Judge Griffin framed the issue as whether “a sentence” under section 403(b) “encompass[es] a prior, invalid sentence,” or, instead, requires “an existing, valid one?”  Id. at 7 (emphasis original). Judge Griffin believes the latter is true.  Judge Griffin supported his reading with the familiar canon positing that, when courts interpret statutory language using common-law terms, courts “presume that Congress employs their common-law meaning.”  Id. at 8.  Under the common law, Judge Griffin explained, a vacated sentence is “ab initio” – meaning, it’s “as if it had never happened.”  Id.  In Judge Griffin’s view, that common-law understanding of a vacated sentence “fits like a glove” within the statutory framework here, and so it should have applied.  Id.  

Judge Griffin relied on grammar, too.  According to Judge Griffin, the “historical fact” approach only made grammatical sense if one replaced the word “has” in section 403(b) with “had.”  Id. at 9.  Judge Griffin further noted that every other circuit that has considered the meaning of “a sentence” in the statute has come out differently than Jackson and Carpenter.  Indeed, as Judge Griffin pointed out, even the federal government agreed that “Jackson was wrongly decided and supports Carpenter’s petition.”  (One has to wonder, though, whether that confession carried less weight with the concurring judges considering that the DOJ confessed error in Terry v.
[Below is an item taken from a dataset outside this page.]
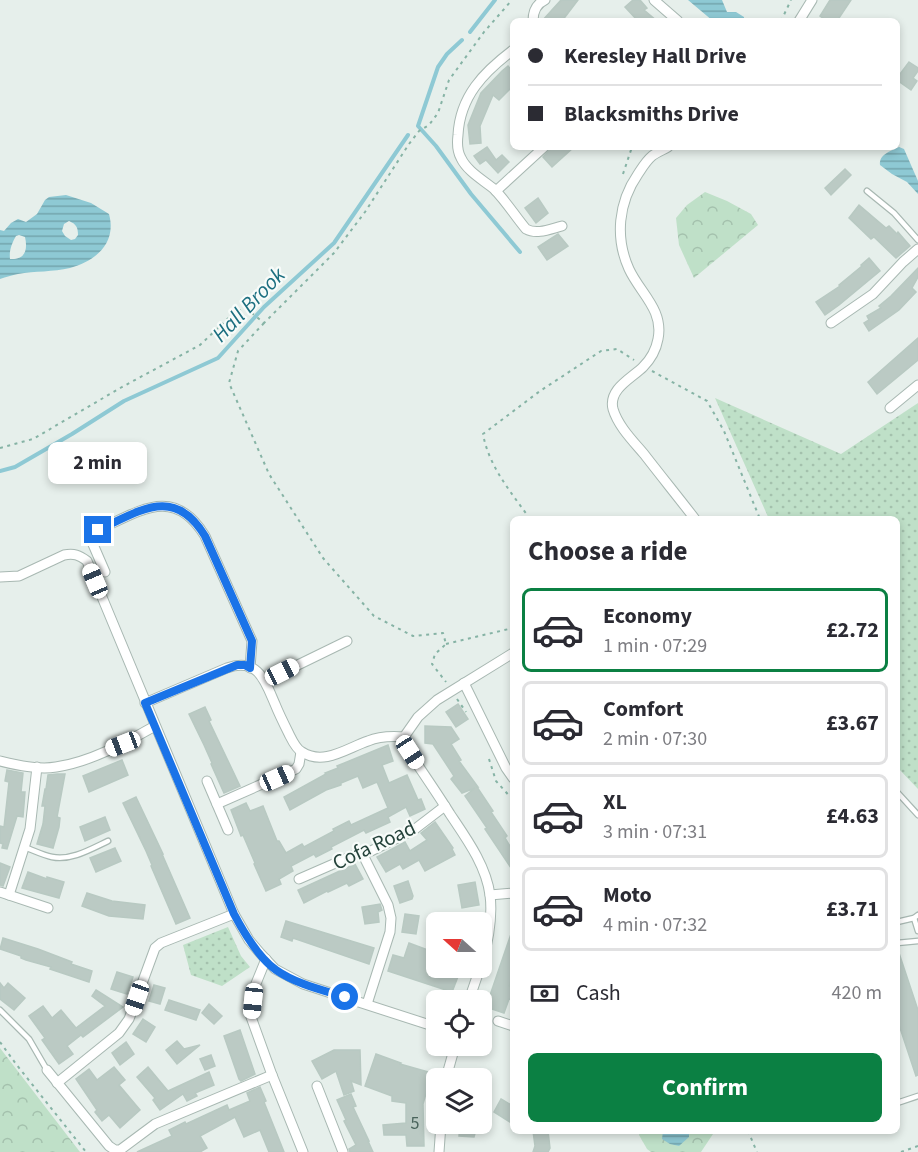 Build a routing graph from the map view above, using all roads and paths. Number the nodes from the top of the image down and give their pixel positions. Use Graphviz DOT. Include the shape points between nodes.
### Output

United States 141 S. Ct. 1858 (2021) — another First Step Act case — but the Supreme Court nonetheless affirmed the judgment there in a 9-0 decision.)  

Judge Griffin wrapped up his opinion on a premonitory note: how the Court interprets the statute, he warned, would “continue to matter for years to come,” including for drug offenses sentenced under section 401(c) of the Act, which uses language identical to the language used in section 403(b).  

In her first-ever-authored opinion, Judge Bloomekatz dissented, too, but she wrote to “emphasize a predicate point.”  Op. at 12 (Bloomekatz, J., dissenting).  In so doing, Judge Bloomekatz was joined by Judges Moore, Clay, Griffin, Stranch, and Mathis.  According to Judge Bloomekatz, “this case ha[d] all the hallmarks of one that warrant[ed] the full court’s consideration.”  Id.  Among them was her view that Jackson’s holding clashes with the Sixth Circuit’s “own prior precedent” and “departs from every other circuit to have considered the issue.”  Id. Judge Bloomekatz also explained why she thinks the issue in the case is exceptionally important, highlighting “[t]he real human costs that this esoteric legal issue presents.”  Id. at 13. She reasoned that, after Jackson, “defendants in Kentucky, Michigan, Ohio, and Tennessee will often have to serve decades longer sentences than those in most of the other states.”  Id. at 13.  Carpenter’s situation is a case in point.  “His sentence is eighty years longer than it would be if he had been resentenced in the seventeen states that comprise the Third, Fourth, and Ninth Circuits.”  Id. (emphasis original). For those reasons (among others), Judge Bloomekatz thought this was “a textbook example of the rare case that deserves the full court’s attention.” Id. at 14.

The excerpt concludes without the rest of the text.